- _The problem_: Across the listing below, count the lines holding "Allenswood". State the number and nothing more.

- _Records to use_:
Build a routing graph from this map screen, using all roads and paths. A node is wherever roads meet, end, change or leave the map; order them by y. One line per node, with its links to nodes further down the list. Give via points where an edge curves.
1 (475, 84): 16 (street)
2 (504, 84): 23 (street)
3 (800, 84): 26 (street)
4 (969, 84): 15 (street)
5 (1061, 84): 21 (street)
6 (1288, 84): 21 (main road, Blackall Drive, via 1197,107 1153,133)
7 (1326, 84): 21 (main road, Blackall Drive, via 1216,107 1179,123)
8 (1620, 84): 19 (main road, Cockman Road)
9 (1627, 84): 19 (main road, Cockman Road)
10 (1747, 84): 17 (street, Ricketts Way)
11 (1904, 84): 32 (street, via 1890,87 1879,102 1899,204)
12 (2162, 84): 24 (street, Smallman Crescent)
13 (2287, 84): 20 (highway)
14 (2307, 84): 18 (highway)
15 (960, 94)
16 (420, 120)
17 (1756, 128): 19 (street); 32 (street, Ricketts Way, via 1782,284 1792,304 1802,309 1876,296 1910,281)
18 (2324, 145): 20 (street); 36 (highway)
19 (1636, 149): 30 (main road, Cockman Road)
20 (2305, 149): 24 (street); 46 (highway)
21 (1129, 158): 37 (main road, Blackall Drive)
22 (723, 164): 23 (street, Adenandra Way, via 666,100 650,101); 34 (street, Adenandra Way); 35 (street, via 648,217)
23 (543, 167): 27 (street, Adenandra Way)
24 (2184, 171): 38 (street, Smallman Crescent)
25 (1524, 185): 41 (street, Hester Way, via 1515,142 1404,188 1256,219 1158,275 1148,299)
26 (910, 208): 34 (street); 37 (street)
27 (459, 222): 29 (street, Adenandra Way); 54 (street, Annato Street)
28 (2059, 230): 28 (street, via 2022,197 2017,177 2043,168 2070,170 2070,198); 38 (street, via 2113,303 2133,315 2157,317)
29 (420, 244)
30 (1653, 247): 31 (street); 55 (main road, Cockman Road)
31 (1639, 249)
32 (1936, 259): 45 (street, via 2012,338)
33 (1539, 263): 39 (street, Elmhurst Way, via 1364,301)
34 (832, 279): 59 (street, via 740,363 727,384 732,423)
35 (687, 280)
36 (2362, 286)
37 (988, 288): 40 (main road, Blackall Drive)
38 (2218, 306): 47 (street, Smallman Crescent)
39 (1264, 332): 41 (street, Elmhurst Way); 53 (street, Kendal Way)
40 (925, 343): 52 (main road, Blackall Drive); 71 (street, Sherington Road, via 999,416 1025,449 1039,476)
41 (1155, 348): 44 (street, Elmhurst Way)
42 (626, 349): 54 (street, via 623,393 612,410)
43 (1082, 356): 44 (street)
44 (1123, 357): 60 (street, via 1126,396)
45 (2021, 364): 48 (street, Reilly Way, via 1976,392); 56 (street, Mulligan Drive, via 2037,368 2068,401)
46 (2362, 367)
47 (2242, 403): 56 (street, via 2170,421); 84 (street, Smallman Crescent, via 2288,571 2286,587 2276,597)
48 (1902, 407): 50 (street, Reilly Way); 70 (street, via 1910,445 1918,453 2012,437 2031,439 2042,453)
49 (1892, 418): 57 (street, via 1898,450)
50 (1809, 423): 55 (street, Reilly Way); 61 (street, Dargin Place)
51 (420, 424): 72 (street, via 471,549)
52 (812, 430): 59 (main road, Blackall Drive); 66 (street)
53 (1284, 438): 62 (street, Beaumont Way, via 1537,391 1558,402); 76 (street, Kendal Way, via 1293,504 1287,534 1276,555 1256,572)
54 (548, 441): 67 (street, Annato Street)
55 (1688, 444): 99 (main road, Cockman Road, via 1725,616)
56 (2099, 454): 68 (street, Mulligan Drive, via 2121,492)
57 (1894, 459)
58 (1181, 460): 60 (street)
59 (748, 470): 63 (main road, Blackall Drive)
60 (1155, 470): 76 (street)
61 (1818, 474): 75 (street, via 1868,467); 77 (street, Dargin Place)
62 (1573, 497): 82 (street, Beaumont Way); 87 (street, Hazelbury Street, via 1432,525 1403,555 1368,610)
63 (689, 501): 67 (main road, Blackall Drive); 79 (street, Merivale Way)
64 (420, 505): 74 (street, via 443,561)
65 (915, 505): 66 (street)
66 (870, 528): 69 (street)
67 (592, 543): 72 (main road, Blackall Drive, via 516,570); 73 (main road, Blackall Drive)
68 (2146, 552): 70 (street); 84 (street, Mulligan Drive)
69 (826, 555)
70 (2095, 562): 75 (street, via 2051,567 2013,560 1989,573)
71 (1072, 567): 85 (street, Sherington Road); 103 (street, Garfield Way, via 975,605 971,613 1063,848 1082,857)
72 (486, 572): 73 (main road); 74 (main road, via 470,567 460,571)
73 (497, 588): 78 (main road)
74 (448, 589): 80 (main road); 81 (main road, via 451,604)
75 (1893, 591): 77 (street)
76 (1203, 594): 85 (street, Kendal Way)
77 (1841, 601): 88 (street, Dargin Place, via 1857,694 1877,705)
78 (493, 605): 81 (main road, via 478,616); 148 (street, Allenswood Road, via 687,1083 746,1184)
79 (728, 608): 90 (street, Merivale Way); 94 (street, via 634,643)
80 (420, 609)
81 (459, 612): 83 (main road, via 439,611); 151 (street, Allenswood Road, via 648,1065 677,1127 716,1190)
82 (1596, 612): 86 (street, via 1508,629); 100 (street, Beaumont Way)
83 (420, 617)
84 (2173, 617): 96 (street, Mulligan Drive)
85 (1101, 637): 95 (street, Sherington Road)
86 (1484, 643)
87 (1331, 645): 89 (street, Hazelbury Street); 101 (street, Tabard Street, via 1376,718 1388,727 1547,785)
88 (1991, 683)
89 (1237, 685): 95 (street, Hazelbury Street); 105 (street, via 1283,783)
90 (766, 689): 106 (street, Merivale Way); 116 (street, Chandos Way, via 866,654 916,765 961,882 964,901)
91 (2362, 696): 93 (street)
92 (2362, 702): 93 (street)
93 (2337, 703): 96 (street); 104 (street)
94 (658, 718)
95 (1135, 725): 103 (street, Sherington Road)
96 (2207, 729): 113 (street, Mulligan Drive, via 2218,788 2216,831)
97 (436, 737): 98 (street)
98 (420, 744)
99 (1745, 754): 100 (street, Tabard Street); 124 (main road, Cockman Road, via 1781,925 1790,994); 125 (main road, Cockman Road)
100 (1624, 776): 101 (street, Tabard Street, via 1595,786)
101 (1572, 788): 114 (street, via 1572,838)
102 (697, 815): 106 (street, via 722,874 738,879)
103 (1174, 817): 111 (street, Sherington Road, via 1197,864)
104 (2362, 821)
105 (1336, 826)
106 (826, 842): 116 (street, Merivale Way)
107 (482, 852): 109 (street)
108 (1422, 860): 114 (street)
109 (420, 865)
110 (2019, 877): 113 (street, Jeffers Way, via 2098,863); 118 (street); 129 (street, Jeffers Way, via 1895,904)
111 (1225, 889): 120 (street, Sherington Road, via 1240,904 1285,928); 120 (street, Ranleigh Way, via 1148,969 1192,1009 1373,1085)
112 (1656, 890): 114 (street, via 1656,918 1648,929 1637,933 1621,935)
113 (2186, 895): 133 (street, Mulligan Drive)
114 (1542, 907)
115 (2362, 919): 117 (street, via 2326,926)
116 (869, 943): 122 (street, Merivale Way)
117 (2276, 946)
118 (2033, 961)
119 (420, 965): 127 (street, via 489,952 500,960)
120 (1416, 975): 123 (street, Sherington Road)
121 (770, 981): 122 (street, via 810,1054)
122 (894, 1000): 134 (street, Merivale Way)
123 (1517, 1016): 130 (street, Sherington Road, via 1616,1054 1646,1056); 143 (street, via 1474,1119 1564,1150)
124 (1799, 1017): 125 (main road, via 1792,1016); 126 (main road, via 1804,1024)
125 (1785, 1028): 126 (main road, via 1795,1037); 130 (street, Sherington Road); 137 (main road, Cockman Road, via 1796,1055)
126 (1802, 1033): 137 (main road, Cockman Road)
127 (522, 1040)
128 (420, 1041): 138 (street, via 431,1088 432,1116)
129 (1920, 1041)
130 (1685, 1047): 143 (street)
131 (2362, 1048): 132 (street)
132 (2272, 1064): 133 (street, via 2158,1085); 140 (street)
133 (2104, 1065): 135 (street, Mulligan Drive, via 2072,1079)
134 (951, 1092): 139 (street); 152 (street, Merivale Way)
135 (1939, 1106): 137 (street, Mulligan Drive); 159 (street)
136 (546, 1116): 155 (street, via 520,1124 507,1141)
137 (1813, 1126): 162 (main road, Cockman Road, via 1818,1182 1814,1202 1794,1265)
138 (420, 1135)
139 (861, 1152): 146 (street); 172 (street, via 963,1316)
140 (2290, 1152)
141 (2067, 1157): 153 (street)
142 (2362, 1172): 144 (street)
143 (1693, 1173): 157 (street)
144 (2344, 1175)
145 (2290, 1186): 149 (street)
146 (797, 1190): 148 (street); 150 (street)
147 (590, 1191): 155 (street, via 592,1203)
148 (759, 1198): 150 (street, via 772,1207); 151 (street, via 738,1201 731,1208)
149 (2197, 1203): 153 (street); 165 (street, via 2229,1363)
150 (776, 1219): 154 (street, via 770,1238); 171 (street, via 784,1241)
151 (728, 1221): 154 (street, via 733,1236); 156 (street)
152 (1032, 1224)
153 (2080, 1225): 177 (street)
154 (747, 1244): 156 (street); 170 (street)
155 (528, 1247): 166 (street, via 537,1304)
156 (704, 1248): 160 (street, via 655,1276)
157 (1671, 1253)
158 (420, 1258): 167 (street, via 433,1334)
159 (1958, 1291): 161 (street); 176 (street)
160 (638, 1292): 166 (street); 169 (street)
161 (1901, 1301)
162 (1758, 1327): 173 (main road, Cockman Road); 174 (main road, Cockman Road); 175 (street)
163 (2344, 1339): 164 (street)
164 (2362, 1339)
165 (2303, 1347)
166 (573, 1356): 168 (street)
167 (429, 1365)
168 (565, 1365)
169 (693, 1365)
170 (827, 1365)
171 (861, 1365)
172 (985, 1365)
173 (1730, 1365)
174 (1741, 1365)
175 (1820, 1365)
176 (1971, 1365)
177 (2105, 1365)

- _Answer space_: 2